Posso dizer que tenho 3 "minhas cidades". Em Belém
do Pará, onde comecei meu interesse pelo cinema, tenho relação com muitas
salas.. Quando novinho ia muito ao cinema
Olímpya, o mais antigo em funcionamento do Brasil, e o Palácio, a maior sala de cinema da cidade, de dois andares no
centro da cidade, que hoje infelizmente virou igreja evangélica. Na minha
juventude, ia muito aos cinemas 1,2 e 3 de um grupo local que passavam os
filmes um pouco mais alternativos. Já adulto, tenho boas lembranças de assistir
filmes e Mostras especiais no Cine
Líbero Luxardo, sala que hoje, é a única em Belém que dá espaço ao cinema
independente.

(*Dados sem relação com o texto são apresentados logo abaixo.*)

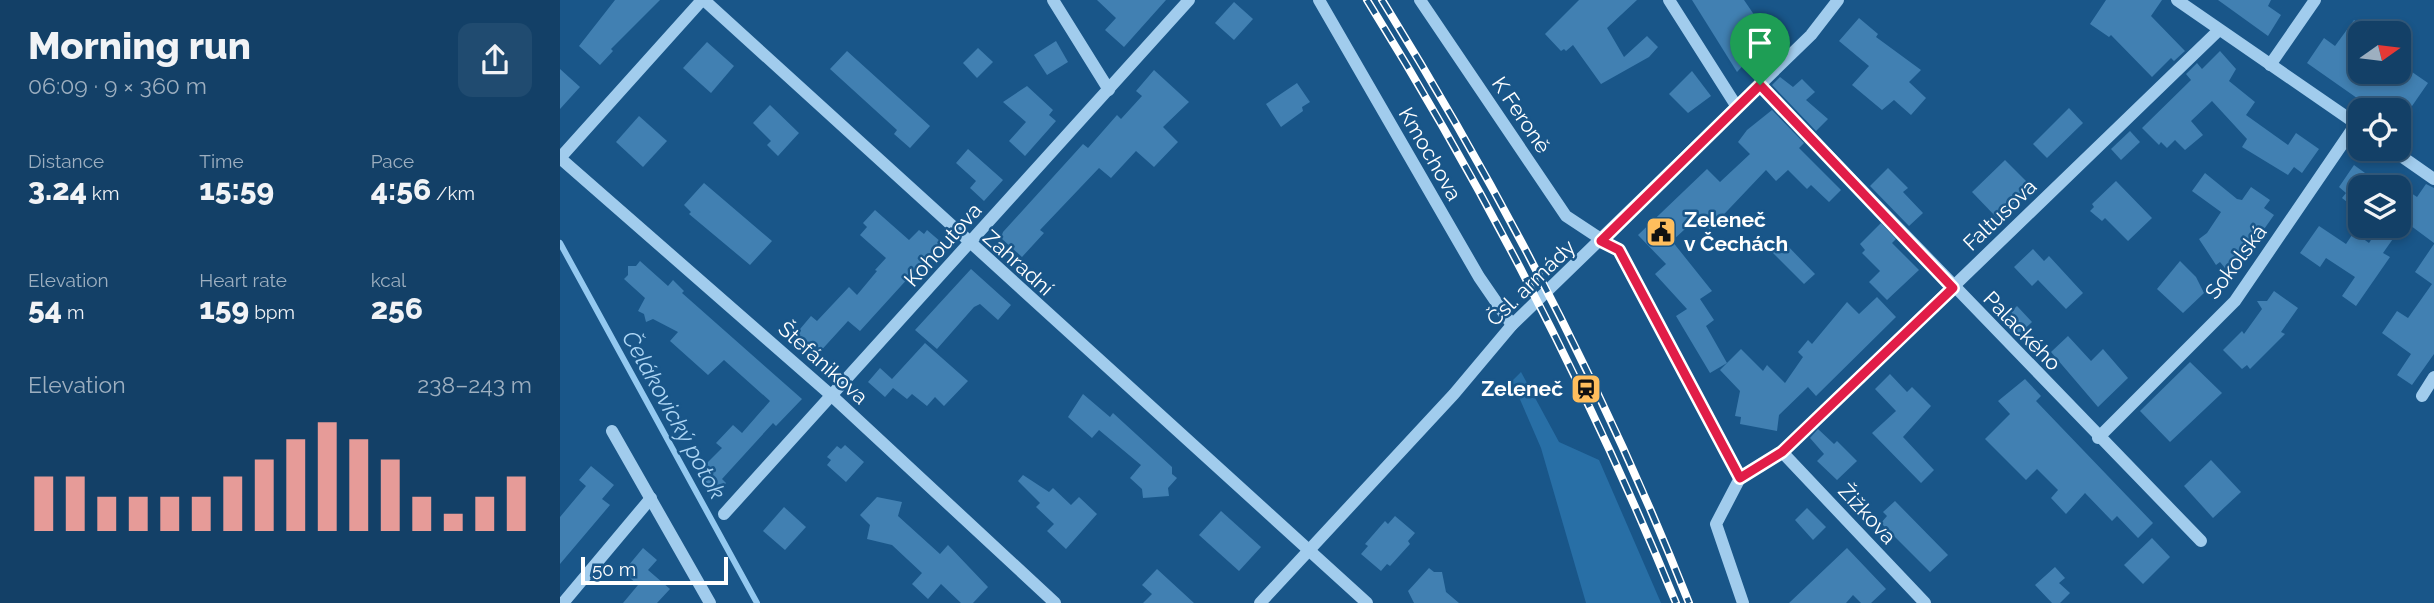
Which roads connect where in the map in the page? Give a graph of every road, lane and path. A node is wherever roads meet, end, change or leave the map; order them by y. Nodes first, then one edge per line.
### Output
1 (703, 0) edge
2 (1053, 0) edge
3 (1189, 0) edge
4 (1319, 0) edge
5 (1420, 0) edge
6 (1669, 0) edge
7 (1838, 0) edge
8 (2177, 0) edge
9 (2315, 0) edge
10 (2219, 30) junction
11 (2270, 65) junction
12 (1760, 85) junction
13 (1109, 90) junction
14 (1737, 107) junction
15 (2348, 118) edge
16 (2348, 142) edge
17 (560, 158) edge
18 (2408, 161) edge
19 (2434, 179) edge
20 (1601, 241) junction
21 (970, 245) junction
22 (1953, 288) junction
23 (1511, 325) junction
24 (2434, 377) edge
25 (832, 396) junction
26 (2422, 396) dead end
27 (612, 431) dead end
28 (2098, 438) junction
29 (1782, 452) junction
30 (1740, 478) junction
31 (651, 498) junction
32 (723, 514) dead end
33 (2201, 541) dead end
34 (1309, 551) junction
35 (563, 603) edge
36 (710, 603) edge
37 (1055, 603) edge
38 (1260, 603) edge
39 (1367, 603) edge
40 (1743, 603) edge
41 (1925, 603) edge

1 - 17 street
1 - 21 street, Zahradní
2 - 13 street
3 - 13 street, Kohoutova
4 - 23 street, Kmochova
5 - 20 street, K Feroně
6 - 14 street
7 - 12 street, Čsl. armády
8 - 10 street
9 - 11 street
10 - 11 street
10 - 22 street, Faltusova
11 - 15 street
12 - 14 street, Čsl. armády
12 - 22 street, Palackého
13 - 21 street, Kohoutova
14 - 20 street, Čsl. armády
16 - 28 street, Sokolská
17 - 25 street, Štefánikova
18 - 19 street
20 - 23 street, Čsl. armády
20 - 30 street, K Feroně
21 - 25 street, Kohoutova
21 - 34 street, Zahradní
22 - 28 street, Palackého
22 - 29 street, Faltusova
23 - 34 street, Čsl. armády
24 - 26 street
25 - 32 street, Kohoutova
25 - 37 street, Štefánikova
27 - 31 street
28 - 33 street, Palackého
29 - 30 street, Faltusova
29 - 41 street, Žižkova
30 - 40 street
31 - 35 street
31 - 36 street
34 - 38 street, Čsl. armády
34 - 39 street, Zahradní

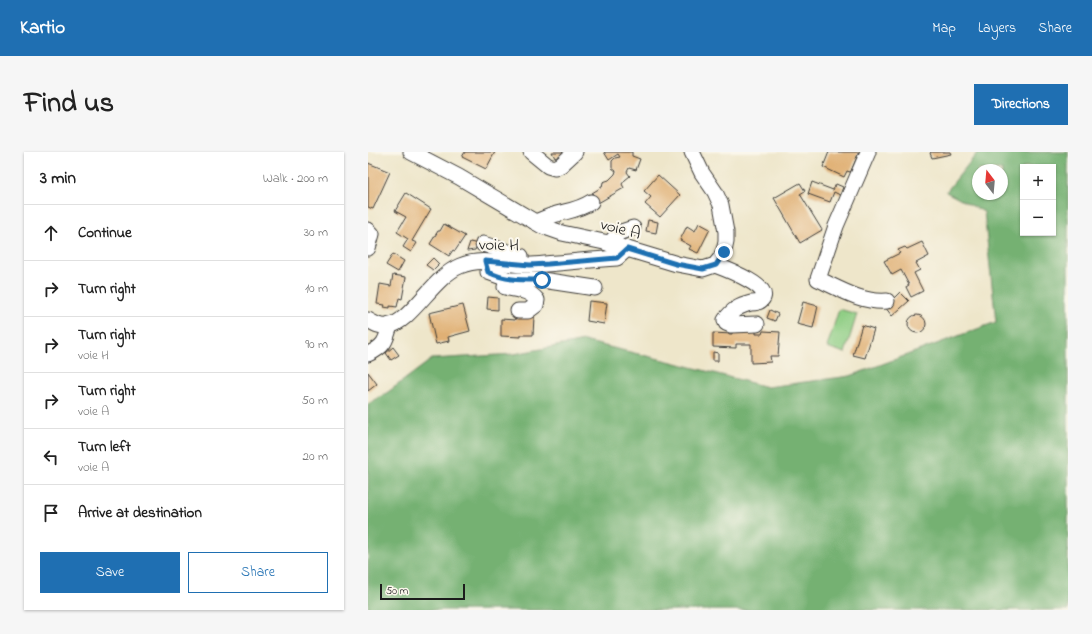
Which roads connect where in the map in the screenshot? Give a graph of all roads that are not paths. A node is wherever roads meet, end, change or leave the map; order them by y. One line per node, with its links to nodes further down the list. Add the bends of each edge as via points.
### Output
1 (411, 152): 7 (street, voie A)
2 (532, 152): 3 (street, via 548,166 555,168)
3 (575, 152)
4 (692, 152): 13 (street, via 715,192 724,219 726,242)
5 (868, 152): 16 (street, via 836,226 818,279 853,296 876,302)
6 (591, 202): 7 (street)
7 (535, 222): 10 (street, voie A, via 562,233)
8 (633, 228): 10 (street, via 618,233)
9 (483, 244): 12 (street)
10 (610, 244): 11 (street, voie A)
11 (627, 249): 12 (street, voie H, via 617,258); 13 (street, voie A, via 693,268 703,269)
12 (539, 264): 14 (street, voie H)
13 (716, 265): 19 (street, via 752,282 764,293 759,302 734,309 726,322 731,325)
14 (487, 267): 15 (street, via 510,280 542,280); 17 (street, via 489,276 496,284 532,294 536,305 528,311); 20 (street, voie H, via 470,262 447,273 408,314)
15 (595, 288)
16 (887, 301)
17 (518, 311)
18 (368, 320): 20 (street, via 380,326)
19 (757, 324)
20 (390, 325): 21 (street, via 384,344)
21 (368, 354)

No período que morei no Rio, os cinemas do Estação Botafogo e o Espaço
Botafogo, o Roxy no coração de
Copacabana, o maravilhoso Odeon, são
alguns tenho muitas boas lembranças, e ainda o saudoso Paissandú. Já São Paulo, a diversidade de salas é maior. Tenho
carinho por muitas. E uma tristeza muito grande de termos perdido espaços
incríveis como o Cine Arte, no
Conjunto Nacional. Uma grande perda para quem ama cinema, e para cidade de São
Paulo.
.
2) Qual o primeiro
filme que você lembra de ter visto e pensado: cinema é um lugar diferente.
Outra pergunta difícil. Não me recordo o primeiro. Minha mãe
é professora, e sempre entendeu a educação e a cultura como elemento
fundamental na formação do indivíduo. Então lembro que desde muito criança, ir
a teatro, cinema, apresentações de dança, circo, e cinema sempre foi minha
maior paixão. Lembro de ir sessões de filmes dos Trapalhões por exemplo. O filme
ET me marcou muito. Me tocou profundamente. E eu era bem criança. Talvez
seja minha lembrança mais forte do cinema nesses primeiros contatos. Lembro de
assistir O Império do Sol, e me
apaixonar pela trilha sonora. Eu estudava música no Conservatório Carlos Gomes,
e aprendi a gostar, a ouvir música clássica, e isso me fez ter essa proximidade
com trilha sonora, que tenho até hoje. Império
do Sol e O Último Imperador foram
do mesmo ano, assisti os dois no cinema, e eu com 10 anos, sai muito impactado
dos dois filmes, no mesmo período histórico. Por mais que naquela altura, não
entendesse as questões políticas do filme, me aguçou a curiosidade. Gosto muito
de geopolítica, de história. E o cinema me despertou isso também.
3) Qual seu diretor
favorito e seu filme favorito dele?
Essas perguntas pra quem gosta de cinema são bem complicadas.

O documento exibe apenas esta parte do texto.